Structured pose outputs:
- Opening Delimiter -

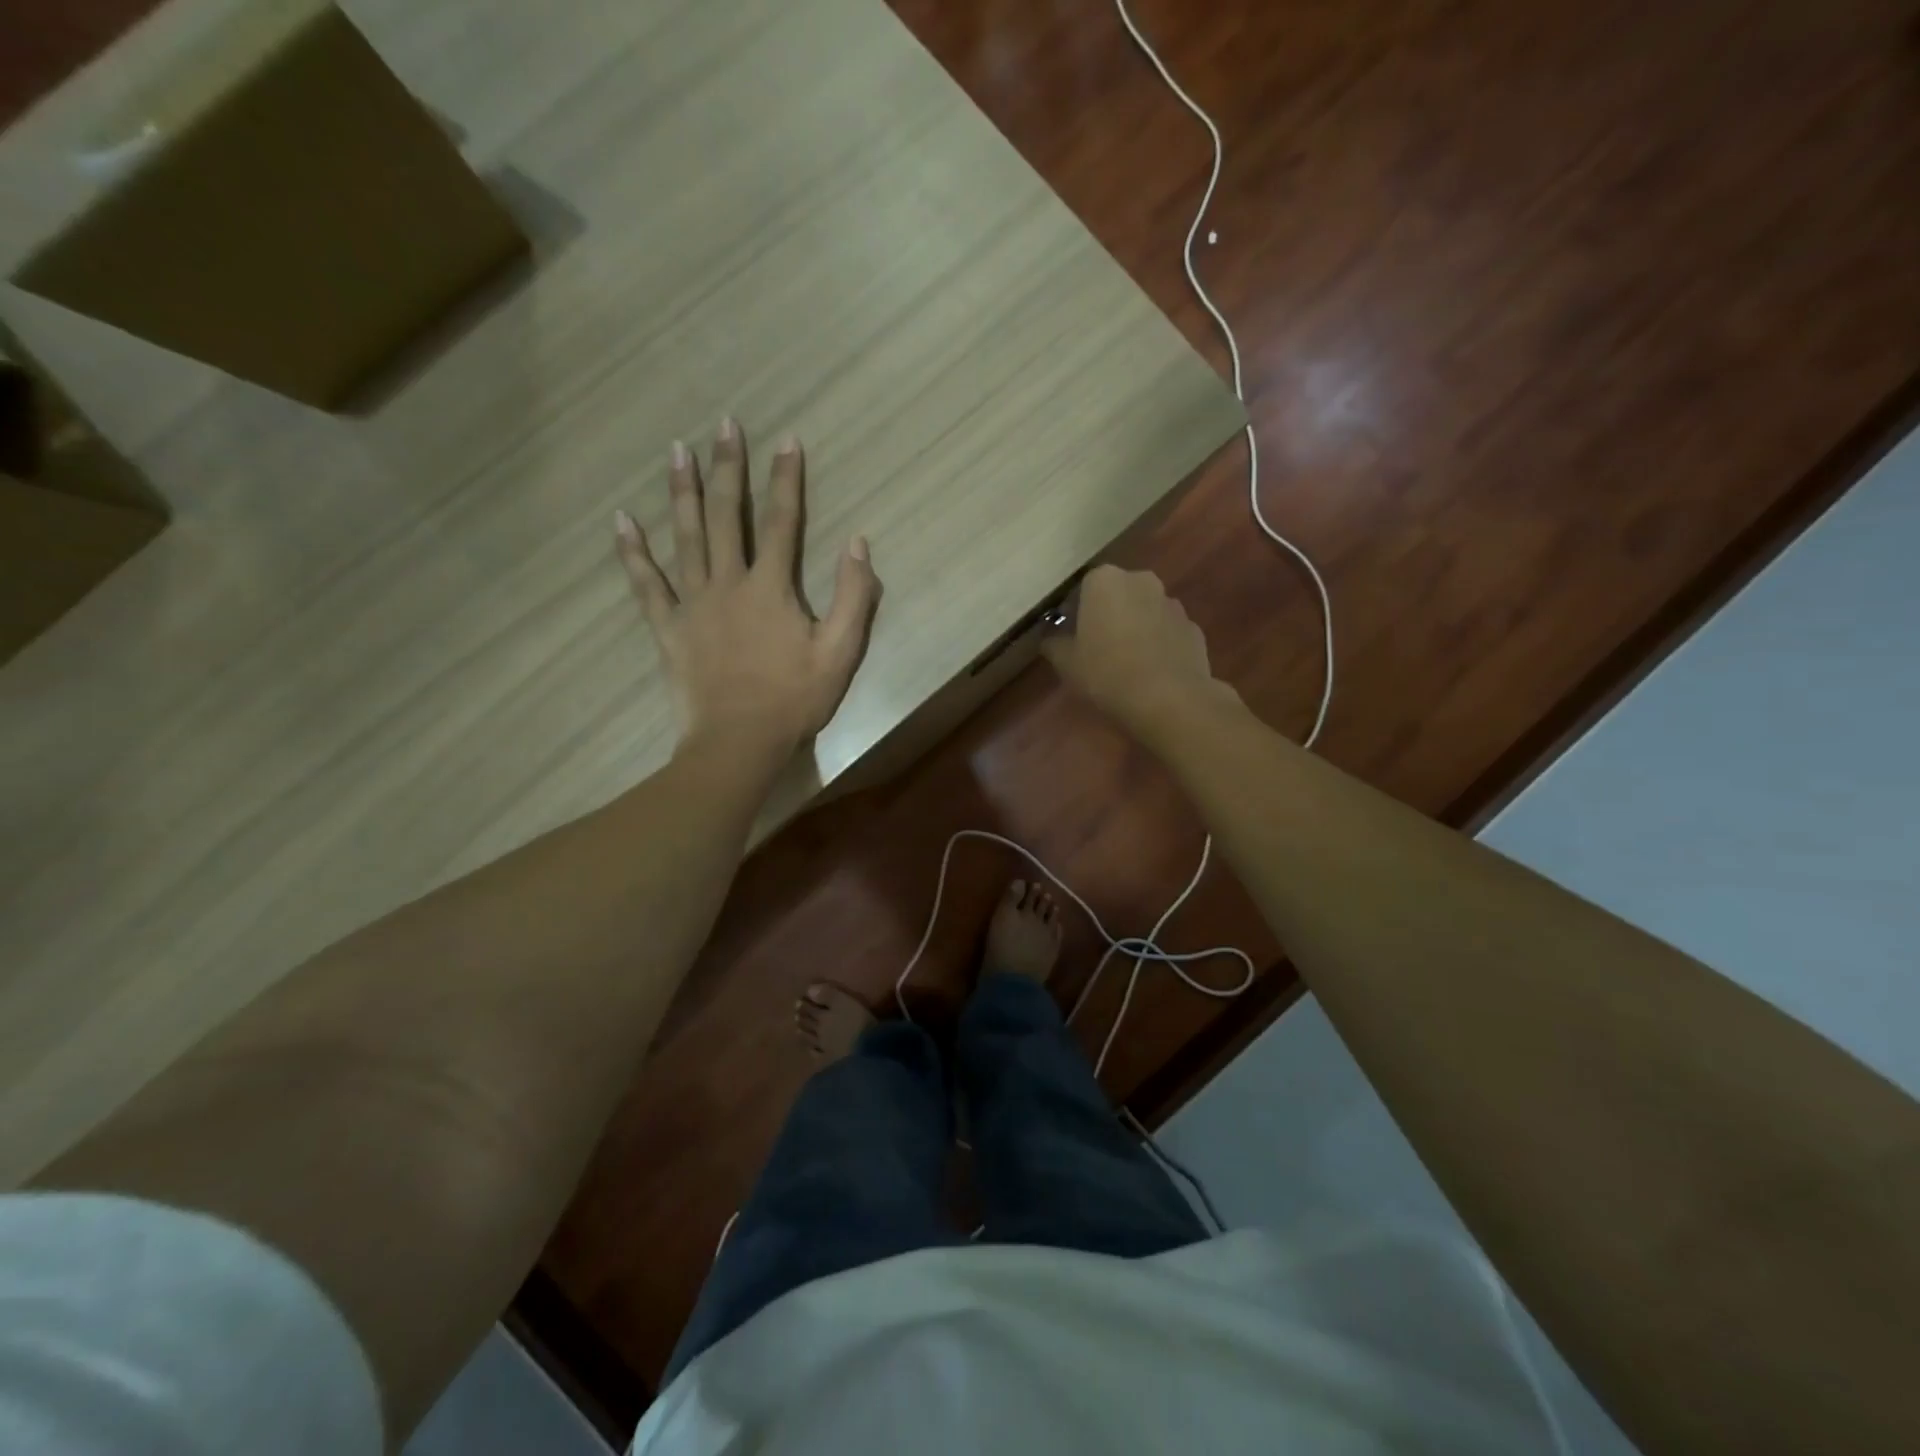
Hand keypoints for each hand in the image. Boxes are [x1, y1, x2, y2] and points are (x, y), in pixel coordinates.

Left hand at [614, 420, 879, 759]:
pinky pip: (646, 584)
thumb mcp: (842, 652)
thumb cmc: (795, 700)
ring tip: (677, 451)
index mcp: (771, 588)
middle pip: (728, 517)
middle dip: (728, 468)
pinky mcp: (668, 628)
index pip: (782, 522)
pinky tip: (621, 521)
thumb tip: (858, 544)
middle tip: (723, 425)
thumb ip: (854, 596)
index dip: (786, 479)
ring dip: (682, 492)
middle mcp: (728, 583)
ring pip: (685, 537)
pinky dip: (633, 553)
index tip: (786, 440)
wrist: (739, 742)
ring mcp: (693, 604)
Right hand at [1041, 565, 1233, 739]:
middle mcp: (1141, 580)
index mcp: (1104, 580)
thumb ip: (1054, 644)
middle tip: (1096, 649)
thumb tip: (1049, 638)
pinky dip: (1159, 645)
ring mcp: (1172, 603)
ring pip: (1145, 612)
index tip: (1070, 638)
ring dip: (1135, 628)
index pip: (1081, 590)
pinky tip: (1152, 672)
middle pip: (1117, 596)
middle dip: (1107, 616)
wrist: (1169, 699)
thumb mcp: (1066, 662)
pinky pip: (1167, 632)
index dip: (1074, 614)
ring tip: (1127, 663)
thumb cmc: (1106, 672)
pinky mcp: (1194, 628)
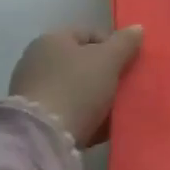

- Closing Delimiter -

Exercise directions: Give again, word for word, every line from the top of the data above to the line holding "ring pip: (1145, 612)", inclusive, with the pictures left out.

Solution to the problem:
Hand keypoints for each hand in the image. Boxes are [x1, y1, x2, y2] and points are (x, y), in pixel coordinates.

Left hand at [614, 420, 879, 759]:
pinky pip: (646, 584)
thumb mcp: (842, 652)
thumb cmc: (795, 700)
ring tip: (677, 451)
index mcp: (771, 588)
middle pip: (728, 517)
middle dip: (728, 468)
pinky mcp: (668, 628)
index pip: (782, 522)
pinky tip: (621, 521)
thumb tip: (858, 544)
middle tip: (723, 425)
thumb ip: (854, 596)
index dip: (786, 479)
ring dip: (682, 492)
middle mcp: (728, 583)
ring pip: (685, 537)
pinky dip: (633, 553)
index tip: (786, 440)
wrist: (739, 742)
ring mcp: (693, 604)
Right hand at [1041, 565, 1233, 739]:
middle mcp: (1141, 580)
index mcp: (1104, 580)
thumb ip: (1054, 644)
middle tip: (1096, 649)
thumb tip: (1049, 638)
pinky dip: (1159, 645)
ring mcp: (1172, 603)
ring pip: (1145, 612)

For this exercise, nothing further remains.